Recently, banks have joined the trend in offering short term, small amount loans to customers all throughout the United States. Wells Fargo was the first bank to introduce cash advance imitation loans. In due time, they became the catalyst for institutions such as Fifth Third Bank, Religions Financial, and U.S. Bank. Unfortunately, these loans are often dangerous, and can cheat innocent citizens out of thousands of dollars.

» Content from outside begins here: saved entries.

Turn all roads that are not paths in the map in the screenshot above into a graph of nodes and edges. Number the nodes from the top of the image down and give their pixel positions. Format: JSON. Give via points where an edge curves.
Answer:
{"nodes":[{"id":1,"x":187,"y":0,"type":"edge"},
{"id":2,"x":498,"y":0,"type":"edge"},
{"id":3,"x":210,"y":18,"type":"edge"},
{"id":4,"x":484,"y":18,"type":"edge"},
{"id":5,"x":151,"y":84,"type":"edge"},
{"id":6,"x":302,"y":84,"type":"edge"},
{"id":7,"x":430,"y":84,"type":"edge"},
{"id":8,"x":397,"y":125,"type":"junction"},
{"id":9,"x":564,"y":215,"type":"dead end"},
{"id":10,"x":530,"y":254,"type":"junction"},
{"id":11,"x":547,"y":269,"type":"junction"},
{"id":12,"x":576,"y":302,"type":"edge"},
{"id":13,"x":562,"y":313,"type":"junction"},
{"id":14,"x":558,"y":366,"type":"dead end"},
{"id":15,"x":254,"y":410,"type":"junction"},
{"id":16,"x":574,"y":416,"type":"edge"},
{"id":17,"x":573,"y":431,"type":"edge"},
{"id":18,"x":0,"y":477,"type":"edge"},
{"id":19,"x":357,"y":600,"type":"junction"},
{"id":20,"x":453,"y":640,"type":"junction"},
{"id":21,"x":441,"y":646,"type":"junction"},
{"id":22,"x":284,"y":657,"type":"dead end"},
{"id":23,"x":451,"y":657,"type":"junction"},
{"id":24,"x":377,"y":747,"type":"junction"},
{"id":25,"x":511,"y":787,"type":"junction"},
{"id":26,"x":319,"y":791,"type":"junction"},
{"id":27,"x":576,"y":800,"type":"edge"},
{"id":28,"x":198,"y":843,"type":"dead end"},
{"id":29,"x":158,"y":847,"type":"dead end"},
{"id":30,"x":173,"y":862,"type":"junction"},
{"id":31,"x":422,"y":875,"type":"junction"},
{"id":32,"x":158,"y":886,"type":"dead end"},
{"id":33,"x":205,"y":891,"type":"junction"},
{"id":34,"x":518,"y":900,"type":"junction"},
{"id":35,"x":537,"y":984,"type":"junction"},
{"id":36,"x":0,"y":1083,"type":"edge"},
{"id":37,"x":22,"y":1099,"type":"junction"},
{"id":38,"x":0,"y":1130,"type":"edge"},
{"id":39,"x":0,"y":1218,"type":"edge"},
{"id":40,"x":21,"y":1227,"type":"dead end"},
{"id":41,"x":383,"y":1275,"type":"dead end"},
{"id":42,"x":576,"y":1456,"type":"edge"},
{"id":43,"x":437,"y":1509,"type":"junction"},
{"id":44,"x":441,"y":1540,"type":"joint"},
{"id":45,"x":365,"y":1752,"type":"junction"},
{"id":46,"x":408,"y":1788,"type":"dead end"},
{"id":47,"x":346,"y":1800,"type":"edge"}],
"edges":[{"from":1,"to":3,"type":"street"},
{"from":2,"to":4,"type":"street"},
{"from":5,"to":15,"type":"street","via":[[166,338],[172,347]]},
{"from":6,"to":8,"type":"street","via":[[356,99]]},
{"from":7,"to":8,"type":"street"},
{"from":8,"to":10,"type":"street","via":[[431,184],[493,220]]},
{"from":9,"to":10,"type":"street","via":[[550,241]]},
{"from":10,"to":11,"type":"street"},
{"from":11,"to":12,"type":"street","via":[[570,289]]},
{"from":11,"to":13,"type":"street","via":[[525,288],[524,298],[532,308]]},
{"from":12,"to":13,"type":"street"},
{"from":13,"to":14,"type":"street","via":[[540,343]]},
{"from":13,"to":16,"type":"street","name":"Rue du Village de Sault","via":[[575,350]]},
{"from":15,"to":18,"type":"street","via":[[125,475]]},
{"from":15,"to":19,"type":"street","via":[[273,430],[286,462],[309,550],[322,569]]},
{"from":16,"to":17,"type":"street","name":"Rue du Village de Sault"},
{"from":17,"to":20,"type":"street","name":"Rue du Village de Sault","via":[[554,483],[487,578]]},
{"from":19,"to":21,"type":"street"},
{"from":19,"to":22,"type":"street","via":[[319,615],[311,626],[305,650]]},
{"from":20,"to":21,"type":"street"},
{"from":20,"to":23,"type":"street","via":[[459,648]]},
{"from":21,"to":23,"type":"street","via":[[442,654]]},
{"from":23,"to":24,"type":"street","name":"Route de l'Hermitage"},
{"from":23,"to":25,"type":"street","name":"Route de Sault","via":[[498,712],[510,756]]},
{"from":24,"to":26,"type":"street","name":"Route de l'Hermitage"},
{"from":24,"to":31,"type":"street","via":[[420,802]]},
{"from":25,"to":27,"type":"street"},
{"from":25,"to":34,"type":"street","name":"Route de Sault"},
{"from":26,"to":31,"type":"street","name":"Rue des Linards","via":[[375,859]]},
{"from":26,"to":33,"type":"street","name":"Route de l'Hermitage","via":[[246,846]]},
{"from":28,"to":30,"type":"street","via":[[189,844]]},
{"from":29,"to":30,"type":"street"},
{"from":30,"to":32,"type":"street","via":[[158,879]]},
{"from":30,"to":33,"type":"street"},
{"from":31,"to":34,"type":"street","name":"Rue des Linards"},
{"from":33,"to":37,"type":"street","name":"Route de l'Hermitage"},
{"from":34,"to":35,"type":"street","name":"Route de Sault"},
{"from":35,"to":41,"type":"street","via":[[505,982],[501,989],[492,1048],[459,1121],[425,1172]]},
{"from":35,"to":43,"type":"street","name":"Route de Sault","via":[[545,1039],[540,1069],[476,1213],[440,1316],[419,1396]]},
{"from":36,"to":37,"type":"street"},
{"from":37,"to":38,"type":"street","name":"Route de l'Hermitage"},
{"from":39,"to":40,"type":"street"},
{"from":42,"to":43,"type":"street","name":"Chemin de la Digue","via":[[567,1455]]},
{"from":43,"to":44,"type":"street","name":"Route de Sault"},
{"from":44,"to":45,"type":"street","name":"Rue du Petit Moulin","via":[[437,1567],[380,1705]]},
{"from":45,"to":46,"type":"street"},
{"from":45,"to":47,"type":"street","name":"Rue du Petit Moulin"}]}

A bank payday loans is slightly different from the traditional independent payday loans that have swept the nation. Bank loans can only be made if the borrower is receiving direct deposits from an employer of government benefits. According to a Dallas news site, 25 percent of these loans are granted to social security recipients. As well, many of these borrowers are elderly people. The banks usually charge triple digit interest rates for one of these short term loans. Unlike traditional payday loans, these bank loans usually have a more complicated and restricted application process than independent short term loan organizations. A traditional payday loan store or website can be restricted to certain interest rate caps. 17 states in America have enacted a 36 percent interest rate which protects many customers from borrowing over their heads. Banks are exempt from these mandatory interest rates, so they can often bring their prices much higher than their counterparts.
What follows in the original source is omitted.